BEGIN GIVEN DATA

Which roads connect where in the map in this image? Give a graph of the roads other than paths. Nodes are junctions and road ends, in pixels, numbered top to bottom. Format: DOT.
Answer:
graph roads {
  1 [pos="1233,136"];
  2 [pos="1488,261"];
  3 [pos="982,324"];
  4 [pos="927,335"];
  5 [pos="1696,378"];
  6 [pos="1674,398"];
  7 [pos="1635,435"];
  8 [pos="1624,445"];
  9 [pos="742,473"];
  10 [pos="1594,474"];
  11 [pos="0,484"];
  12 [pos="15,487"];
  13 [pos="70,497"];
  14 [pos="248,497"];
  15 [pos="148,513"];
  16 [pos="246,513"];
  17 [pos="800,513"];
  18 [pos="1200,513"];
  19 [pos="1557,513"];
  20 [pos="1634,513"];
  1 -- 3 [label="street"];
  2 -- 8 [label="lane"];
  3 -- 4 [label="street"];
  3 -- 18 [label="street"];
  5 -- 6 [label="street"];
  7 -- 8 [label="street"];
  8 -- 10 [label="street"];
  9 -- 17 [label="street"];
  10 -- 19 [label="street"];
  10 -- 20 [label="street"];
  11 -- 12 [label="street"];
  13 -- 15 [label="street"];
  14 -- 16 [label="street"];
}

END GIVEN DATA

## ACTIVITY
Set the entries above down again, each one exactly as written.

## EXERCISE RESPONSE
Which roads connect where in the map in this image? Give a graph of the roads other than paths. Nodes are junctions and road ends, in pixels, numbered top to bottom. Format: DOT.
Answer:
graph roads {
  1 [pos="1233,136"];
  2 [pos="1488,261"];
  3 [pos="982,324"];
  4 [pos="927,335"];
  5 [pos="1696,378"];
  6 [pos="1674,398"];
  7 [pos="1635,435"];
  8 [pos="1624,445"];
  9 [pos="742,473"];
  10 [pos="1594,474"];
  11 [pos="0,484"];
  12 [pos="15,487"];
  13 [pos="70,497"];
  14 [pos="248,497"];
  15 [pos="148,513"];
  16 [pos="246,513"];
  17 [pos="800,513"];
  18 [pos="1200,513"];
  19 [pos="1557,513"];
  20 [pos="1634,513"];
  1 -- 3 [label="street"];
  2 -- 8 [label="lane"];
  3 -- 4 [label="street"];
  3 -- 18 [label="street"];
  5 -- 6 [label="street"];
  7 -- 8 [label="street"];
  8 -- 10 [label="street"];
  9 -- 17 [label="street"];
  10 -- 19 [label="street"];
  10 -- 20 [label="street"];
  11 -- 12 [label="street"];
  13 -- 15 [label="street"];
  14 -- 16 [label="street"];
}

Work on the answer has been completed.